En 1999, voici ce que Jean Malaurie répondait au journal Le Monde qui l’interrogeait sur ce qui lui semblait être important en cette fin de 20e s. : " ’L’émergence des peuples premiers ; la découverte de la diversité et de la complémentarité des cultures du monde.’ Les peuples premiers doivent être appréciés dans le temps long de l’Histoire, et comme en réserve. Dans la crise majeure que l’Occident traverse, ils peuvent nous faire bénéficier de leur philosophie et leur esprit créatif. [...] La crise est profonde. Il est même désormais des chrétiens athées. Roger Bastide, l’un des grands maîtres méconnus de la sociologie contemporaine, nous rappelle que ’la pensée africaine est une pensée savante’ ; il en est de même pour l’Arctique." (p. 11)

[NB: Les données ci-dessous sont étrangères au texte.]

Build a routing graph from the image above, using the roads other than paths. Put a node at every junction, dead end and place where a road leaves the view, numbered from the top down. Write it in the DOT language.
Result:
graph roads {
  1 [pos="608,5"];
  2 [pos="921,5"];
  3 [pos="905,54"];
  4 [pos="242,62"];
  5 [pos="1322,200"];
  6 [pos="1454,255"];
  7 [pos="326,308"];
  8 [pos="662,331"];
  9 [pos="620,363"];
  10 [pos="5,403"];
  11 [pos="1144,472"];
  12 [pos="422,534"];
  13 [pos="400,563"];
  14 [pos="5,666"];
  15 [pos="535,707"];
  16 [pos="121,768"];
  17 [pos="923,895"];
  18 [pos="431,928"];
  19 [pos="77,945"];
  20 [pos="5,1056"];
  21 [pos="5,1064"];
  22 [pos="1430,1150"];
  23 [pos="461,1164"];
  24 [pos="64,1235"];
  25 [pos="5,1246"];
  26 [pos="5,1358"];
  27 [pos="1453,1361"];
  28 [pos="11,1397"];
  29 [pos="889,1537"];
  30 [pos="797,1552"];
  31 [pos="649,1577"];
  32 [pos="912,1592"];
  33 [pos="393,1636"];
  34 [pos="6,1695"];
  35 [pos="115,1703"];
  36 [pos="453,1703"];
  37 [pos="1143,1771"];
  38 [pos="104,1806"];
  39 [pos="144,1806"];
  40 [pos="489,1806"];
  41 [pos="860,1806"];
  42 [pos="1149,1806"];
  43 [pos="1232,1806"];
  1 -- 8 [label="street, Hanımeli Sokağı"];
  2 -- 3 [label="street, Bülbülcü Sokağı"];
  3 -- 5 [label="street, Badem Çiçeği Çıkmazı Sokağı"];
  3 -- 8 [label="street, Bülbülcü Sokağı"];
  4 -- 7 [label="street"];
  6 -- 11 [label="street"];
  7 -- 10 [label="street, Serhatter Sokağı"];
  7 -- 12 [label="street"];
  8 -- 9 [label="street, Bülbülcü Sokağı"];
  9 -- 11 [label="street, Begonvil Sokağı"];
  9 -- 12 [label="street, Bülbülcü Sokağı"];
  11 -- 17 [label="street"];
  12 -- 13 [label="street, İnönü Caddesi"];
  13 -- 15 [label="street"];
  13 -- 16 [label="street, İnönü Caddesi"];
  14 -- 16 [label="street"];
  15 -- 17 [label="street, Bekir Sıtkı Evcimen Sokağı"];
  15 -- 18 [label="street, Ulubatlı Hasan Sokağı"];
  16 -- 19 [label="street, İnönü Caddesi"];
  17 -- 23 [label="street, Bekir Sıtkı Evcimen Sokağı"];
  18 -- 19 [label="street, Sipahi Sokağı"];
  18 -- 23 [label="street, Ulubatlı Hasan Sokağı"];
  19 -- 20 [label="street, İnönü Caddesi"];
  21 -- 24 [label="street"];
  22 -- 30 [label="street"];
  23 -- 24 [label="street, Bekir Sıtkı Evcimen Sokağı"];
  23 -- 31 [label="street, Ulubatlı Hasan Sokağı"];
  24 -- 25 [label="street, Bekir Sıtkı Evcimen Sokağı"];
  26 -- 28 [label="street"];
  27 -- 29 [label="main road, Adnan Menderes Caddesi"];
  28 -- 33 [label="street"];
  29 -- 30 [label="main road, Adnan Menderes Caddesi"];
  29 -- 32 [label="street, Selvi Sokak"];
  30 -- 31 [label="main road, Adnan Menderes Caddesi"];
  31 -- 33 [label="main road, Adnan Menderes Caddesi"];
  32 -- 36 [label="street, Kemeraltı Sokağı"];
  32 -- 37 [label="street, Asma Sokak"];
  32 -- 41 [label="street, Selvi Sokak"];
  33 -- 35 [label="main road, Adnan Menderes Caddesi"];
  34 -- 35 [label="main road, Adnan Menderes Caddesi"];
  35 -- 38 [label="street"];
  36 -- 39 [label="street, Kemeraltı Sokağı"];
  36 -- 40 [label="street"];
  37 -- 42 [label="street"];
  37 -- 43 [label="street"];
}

Ce mot d’émergence pourrait faire débat puisque ces peuples existent évidemment bien avant que nous, Occidentaux, nous apercevions de leur existence... et tout le fantastique livre de Malaurie sur L’allée des baleines ne parle d’ailleurs que de cela : que regarde-t-on ? d’où ? et comment voit-on ?
En 1976, l’allée des Baleines, colossal sanctuaire Inuit de Sibérie a été "vue pour la première fois". Pourtant en 1828 le capitaine Fedor Lütke, qui cartographia la région, y compris l’île d’Arakamchechen face à laquelle se dressent les énormes ossements savamment agencés, ne vit rien, ne mentionna rien. L’antropo-géographe et éthno-historien Malaurie mène donc l’enquête.
"Ce silence du capitaine Fedor Lütke est extraordinaire. Tout se passerait, en effet, comme si le capitaine James Cook n’avait pas rapporté, en mars 1774, avoir vu les statues de pierre de l’île de Pâques sur les pentes du volcan Rano-Raraku. Mais l’histoire de la recherche présente des exemples de telle myopie, et jusque dans des expéditions considérables. Qu’est-ce que découvrir ? s’interroge Friedrich Nietzsche. ’Ce n’est pas d’apercevoir le premier quelque chose de nouveau, mais de voir, comme d’un œil neuf, la vieille chose depuis longtemps connue, que tout le monde a déjà vue sans la voir, qui distingue les esprits vraiment originaux.’ (in Humain trop humain)" (p. 87)
En nettoyant mes lunettes, il me semble que l’histoire de la crise (et par conséquent celle de notre modernité) semble elle aussi effroyablement affectée de myopie.
Nous fonçons dans le mur et nous ne le voyons pas.
Et pourtant, il y en a plein qui nous l’avaient bien dit !!!
Alors les hommes ? Myopes et sourds ?
Eva Cantavenera
Février 2009
E. Bernays, Propaganda, La Découverte, 2007.
J. London, La Route, éd. Phébus, 2001.
J. Malaurie, L’allée des baleines, éd. Mille et unes nuits, 1999 - voir aussi Neurones Inuit.
F. Rosemont, Joe Hill — Les IWW et la création d’une contre-culture ouvrière révolutionnaire, Éditions CNT-RP, 2008. Des extraits sur Poïesique.